▶ **WHAT IS BEING ASKED**
Output exactly the lines between the line that contains "wrist: (762, 382)" and the last line of the material, counting both.

__________

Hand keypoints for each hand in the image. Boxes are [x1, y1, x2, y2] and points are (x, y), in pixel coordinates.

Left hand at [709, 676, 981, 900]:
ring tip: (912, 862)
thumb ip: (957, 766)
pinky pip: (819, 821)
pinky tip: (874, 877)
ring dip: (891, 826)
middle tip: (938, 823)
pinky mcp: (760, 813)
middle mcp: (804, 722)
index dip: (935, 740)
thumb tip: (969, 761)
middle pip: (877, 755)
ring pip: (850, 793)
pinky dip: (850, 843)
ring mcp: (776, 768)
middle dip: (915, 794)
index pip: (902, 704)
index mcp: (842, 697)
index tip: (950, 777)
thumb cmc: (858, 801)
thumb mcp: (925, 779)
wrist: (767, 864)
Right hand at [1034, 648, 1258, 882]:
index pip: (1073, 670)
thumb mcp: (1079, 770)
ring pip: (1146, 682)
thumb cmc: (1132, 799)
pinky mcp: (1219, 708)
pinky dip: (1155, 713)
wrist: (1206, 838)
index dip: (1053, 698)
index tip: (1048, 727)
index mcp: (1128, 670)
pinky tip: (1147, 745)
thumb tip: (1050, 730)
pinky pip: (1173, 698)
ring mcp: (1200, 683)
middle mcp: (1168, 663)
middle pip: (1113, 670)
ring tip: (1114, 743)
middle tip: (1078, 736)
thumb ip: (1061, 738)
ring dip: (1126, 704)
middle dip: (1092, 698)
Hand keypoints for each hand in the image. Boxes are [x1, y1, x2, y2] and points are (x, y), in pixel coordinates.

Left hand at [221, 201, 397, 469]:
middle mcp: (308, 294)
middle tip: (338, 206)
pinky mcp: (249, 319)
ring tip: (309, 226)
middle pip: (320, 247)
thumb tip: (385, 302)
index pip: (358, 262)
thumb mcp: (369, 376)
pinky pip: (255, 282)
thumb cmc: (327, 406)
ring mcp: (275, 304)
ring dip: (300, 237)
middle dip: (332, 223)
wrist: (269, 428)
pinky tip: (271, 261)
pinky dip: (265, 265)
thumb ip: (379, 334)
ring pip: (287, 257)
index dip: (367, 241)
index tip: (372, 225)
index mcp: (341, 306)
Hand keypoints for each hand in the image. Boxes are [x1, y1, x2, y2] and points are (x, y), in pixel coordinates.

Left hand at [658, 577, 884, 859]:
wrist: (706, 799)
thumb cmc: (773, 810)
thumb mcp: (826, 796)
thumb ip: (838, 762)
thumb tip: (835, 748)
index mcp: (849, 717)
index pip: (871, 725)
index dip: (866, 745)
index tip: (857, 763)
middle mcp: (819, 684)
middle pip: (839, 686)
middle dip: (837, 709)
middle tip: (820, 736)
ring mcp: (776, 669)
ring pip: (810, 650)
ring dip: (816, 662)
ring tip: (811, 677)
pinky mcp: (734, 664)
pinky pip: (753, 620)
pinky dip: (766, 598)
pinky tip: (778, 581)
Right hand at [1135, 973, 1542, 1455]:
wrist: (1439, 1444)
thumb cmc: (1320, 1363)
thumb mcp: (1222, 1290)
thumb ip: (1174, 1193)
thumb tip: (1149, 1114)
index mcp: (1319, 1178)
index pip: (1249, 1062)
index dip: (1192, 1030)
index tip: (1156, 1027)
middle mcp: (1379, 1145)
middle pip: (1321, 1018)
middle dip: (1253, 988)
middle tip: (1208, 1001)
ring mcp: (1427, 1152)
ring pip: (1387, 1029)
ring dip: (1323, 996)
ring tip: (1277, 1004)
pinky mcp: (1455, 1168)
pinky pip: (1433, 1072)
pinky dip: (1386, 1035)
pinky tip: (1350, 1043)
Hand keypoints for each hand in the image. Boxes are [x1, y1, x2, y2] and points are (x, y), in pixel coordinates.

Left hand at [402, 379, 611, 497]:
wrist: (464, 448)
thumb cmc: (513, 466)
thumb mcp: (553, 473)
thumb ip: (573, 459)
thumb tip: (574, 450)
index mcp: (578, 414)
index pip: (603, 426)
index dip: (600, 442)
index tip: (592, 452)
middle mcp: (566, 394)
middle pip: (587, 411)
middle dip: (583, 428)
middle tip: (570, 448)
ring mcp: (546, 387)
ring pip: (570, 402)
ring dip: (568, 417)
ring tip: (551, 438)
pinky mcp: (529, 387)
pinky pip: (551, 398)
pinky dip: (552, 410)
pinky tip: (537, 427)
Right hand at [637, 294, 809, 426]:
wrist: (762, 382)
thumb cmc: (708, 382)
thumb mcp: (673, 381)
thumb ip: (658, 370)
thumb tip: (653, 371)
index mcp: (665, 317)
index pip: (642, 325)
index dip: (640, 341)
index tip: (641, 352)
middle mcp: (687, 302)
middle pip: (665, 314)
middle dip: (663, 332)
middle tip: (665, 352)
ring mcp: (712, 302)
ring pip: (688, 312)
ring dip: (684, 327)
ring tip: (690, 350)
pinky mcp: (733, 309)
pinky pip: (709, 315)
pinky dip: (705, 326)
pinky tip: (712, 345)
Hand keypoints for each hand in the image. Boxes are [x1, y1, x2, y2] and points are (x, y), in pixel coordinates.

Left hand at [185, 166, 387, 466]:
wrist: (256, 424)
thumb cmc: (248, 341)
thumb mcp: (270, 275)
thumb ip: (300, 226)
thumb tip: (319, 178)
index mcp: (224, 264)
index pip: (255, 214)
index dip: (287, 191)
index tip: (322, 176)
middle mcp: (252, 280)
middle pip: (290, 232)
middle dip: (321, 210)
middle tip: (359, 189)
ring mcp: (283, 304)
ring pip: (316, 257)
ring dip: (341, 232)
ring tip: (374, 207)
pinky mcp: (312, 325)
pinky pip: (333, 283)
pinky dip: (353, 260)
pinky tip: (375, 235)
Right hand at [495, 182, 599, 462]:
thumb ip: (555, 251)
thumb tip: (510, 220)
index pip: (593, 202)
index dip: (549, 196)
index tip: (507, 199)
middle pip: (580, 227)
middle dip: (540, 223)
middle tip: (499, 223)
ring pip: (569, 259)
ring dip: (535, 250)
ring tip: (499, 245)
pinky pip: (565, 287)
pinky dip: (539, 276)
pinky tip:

__________

▶ **RESPONSE AREA**
wrist: (762, 382)
thumb cmc: (708, 382)
thumb mcp: (673, 381)
thumb ip: (658, 370)
thumb tip: (653, 371)
index mcp: (665, 317)
index pip: (642, 325)
index dip: (640, 341)
index tip: (641, 352)
middle mcp: (687, 302)
middle pip: (665, 314)
middle dip: (663, 332)
middle tip: (665, 352)
ring mcp: (712, 302)
ring pip: (688, 312)
ring dip: (684, 327)
ring tip: (690, 350)
pinky mcp: (733, 309)
pinky pip: (709, 315)
pinky dip: (705, 326)
pinky tip: (712, 345)
Hand keypoints for each hand in the image. Boxes are [x1, y1, x2, y2] and points are (x, y), in pixel coordinates.

Left hand at [185, 166, 387, 466]:
wrist: (256, 424)
thumb cmc: (248, 341)
thumb mcp: (270, 275)
thumb ip: (300, 226)
thumb tip: (319, 178)
index mcp: (224, 264)
index pip: (255, 214)
index dip: (287, 191)
index tip: (322, 176)
middle mcp: (252, 280)
middle pip: (290, 232)
middle dip: (321, 210)
middle tip: (359, 189)
ring mcp: (283, 304)
ring pip: (316, 257)
ring dip: (341, 232)
ring tip: (374, 207)
pinky mcp: (312, 325)
pinky pip: (333, 283)
pinky dip: (353, 260)
pinky tip: (375, 235)
Right hand at [495, 182, 599, 462]:
thumb ip: (555, 251)
thumb tip: (510, 220)
index pip: (593, 202)
index dip: (549, 196)
index tip: (507, 199)
middle pip: (580, 227)
middle dip: (540, 223)
middle tip: (499, 223)
ring pip: (569, 259)
ring dip: (535, 250)
ring tip: (499, 245)
pinky pip: (565, 287)
pinky dip: (539, 276)
pinky tip:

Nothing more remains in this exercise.